Centrosome.—The centrosome is a minute homogeneous granule found in the cytoplasm of some cells in the neighbourhood of the nucleus. It is generally surrounded by a granular or radiating cytoplasmic substance. In plant cells its presence has been demonstrated in the Thallophytes and Bryophytes. In the higher plants the structures which have been often described as centrosomes are too indefinite in their constitution to allow of this interpretation being placed upon them, and many of them are probably nothing more than granules of the fragmented nucleolus. The centrosomes in plants do not appear to be permanent organs of the cell. They are prominent during cell-division, but many disappear in the resting stage. They are more easily seen, when the nucleus is about to undergo mitosis, at the ends of the spindle, where they form the centres towards which the radiating fibres in the cytoplasm converge (see fig. 7, E G). The centrosome or centrosphere is usually regarded as the dynamic centre of the cell and a special organ of division; but its absence in many groups of plants does not lend support to this view so far as plant-cells are concerned.

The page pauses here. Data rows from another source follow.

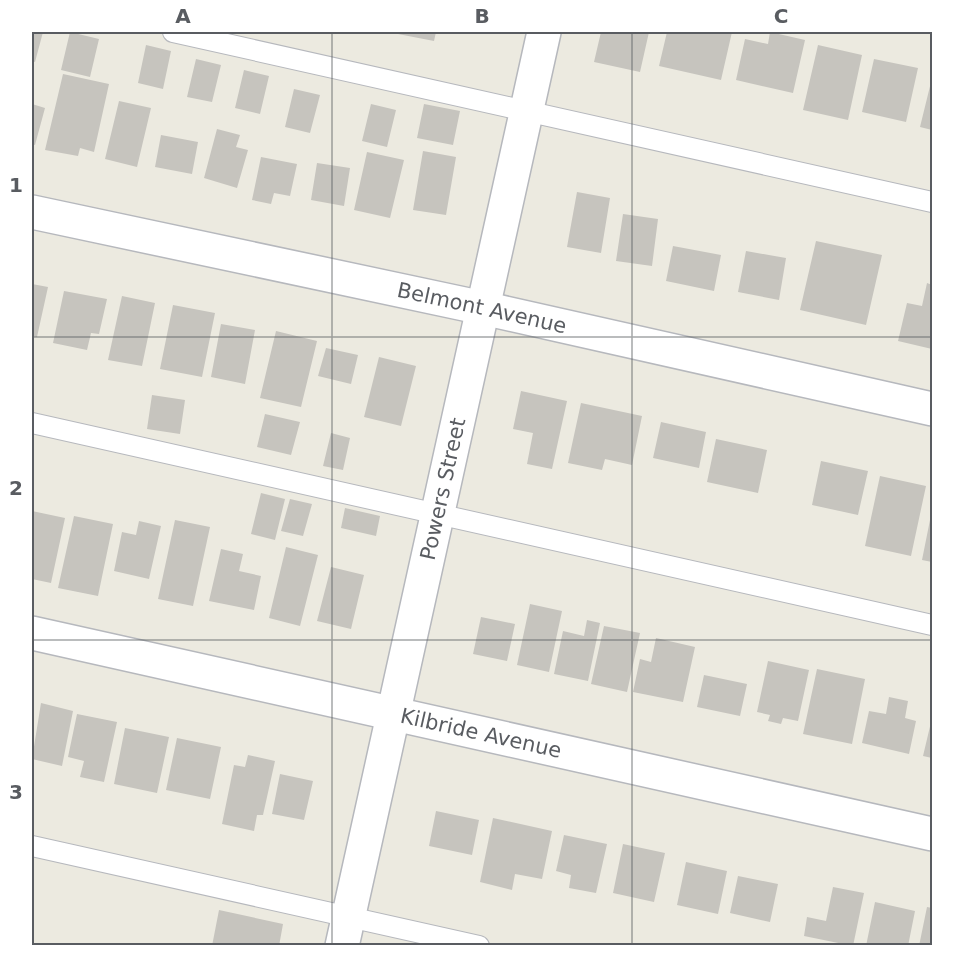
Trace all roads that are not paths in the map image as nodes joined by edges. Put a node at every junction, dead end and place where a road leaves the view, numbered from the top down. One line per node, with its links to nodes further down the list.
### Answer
1 (173, 32): 3 (lane)
2 (544, 32): 3 (street, Powers Street)
3 (527, 111): 4 (lane); 6 (street, Powers Street)
4 (933, 202)
5 (32, 212): 6 (street, Belmont Avenue)
6 (483, 308): 7 (street, Belmont Avenue); 9 (street, Powers Street)
7 (933, 410)
8 (32, 423): 9 (lane)
9 (437, 515): 10 (lane); 12 (street, Powers Street)
10 (933, 625)
11 (32, 633): 12 (street, Kilbride Avenue)
12 (393, 714): 13 (street, Kilbride Avenue); 15 (street, Powers Street)
13 (933, 834)
14 (32, 846): 15 (lane)
15 (345, 931): 16 (lane)
16 (479, 945)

Nuclear Division.—The formation of new cells is, in the case of uninucleate cells, preceded by or accompanied by the division of the nucleus. In multinucleate cells the division of the nucleus is independent of the division of the cell. Nuclear division may be indirect or direct, that is to say it may either be accompanied by a series of complicated changes in the nuclear structures called mitosis or karyokinesis (fig. 2), or it may take place by simple direct division, amitosis, or fragmentation. Direct division is a much less common phenomenon than was formerly supposed to be the case. It occurs most frequently in old cells, or in cells which are placed under abnormal conditions. It may also take place where rapid proliferation of the cell is going on, as in the budding of the Yeast plant. It takes place in the internodal cells of Characeae; in the old inter nodalcells of Tradescantia; and in various other cells which have lost their power of division. It has been shown that, in cells of Spirogyra placed under special conditions, amitotic division can be induced, and that normal mitosis is resumed when they are placed again under normal conditions. Amitosis is probably connected by a series of intermediate gradations with karyokinesis.

Fig. 1.—Reconstruction of the daughter nuclei of Phaseolus.

Mitosis.—In indirect nuclear division the nucleus undergoes a series of complicated changes, which result in an equal division of the chromatic substance between the two daughter nuclei. Four stages can be recognized. (1) Prophase.—The nucleus increases in size; the network disappears, and a much convoluted thread takes its place (fig. 2, B). The chromatin substance increases in amount; the thread stains more deeply, and in most cases presents a homogeneous appearance. This is commonly called the spirem-figure. The chromatin thread next becomes shorter and thicker, the nucleoli begin to disappear, and the thread breaks up into a number of segments—chromosomes—which vary in number in different species, but are fairly constant in the same species (fig. 2, C, D). Coincident with these changes the nuclear membrane disappears and a spindle-shaped or barrel shaped group of threads makes its appearance in the midst of the chromosomes, the longitudinal axis of which is at right angles to the plane of the division (fig. 2, F). At each pole of this spindle figure there often occur fibres radiating in all directions into the cytoplasm, and sometimes a minute granular body, the centrosome, is also found there. (2) Metaphase.—The chromosomes pass to the equator of the spindle and become attached to the

  1. See Halliburton. Science Progress in the 20th Century (1909), vol. iv.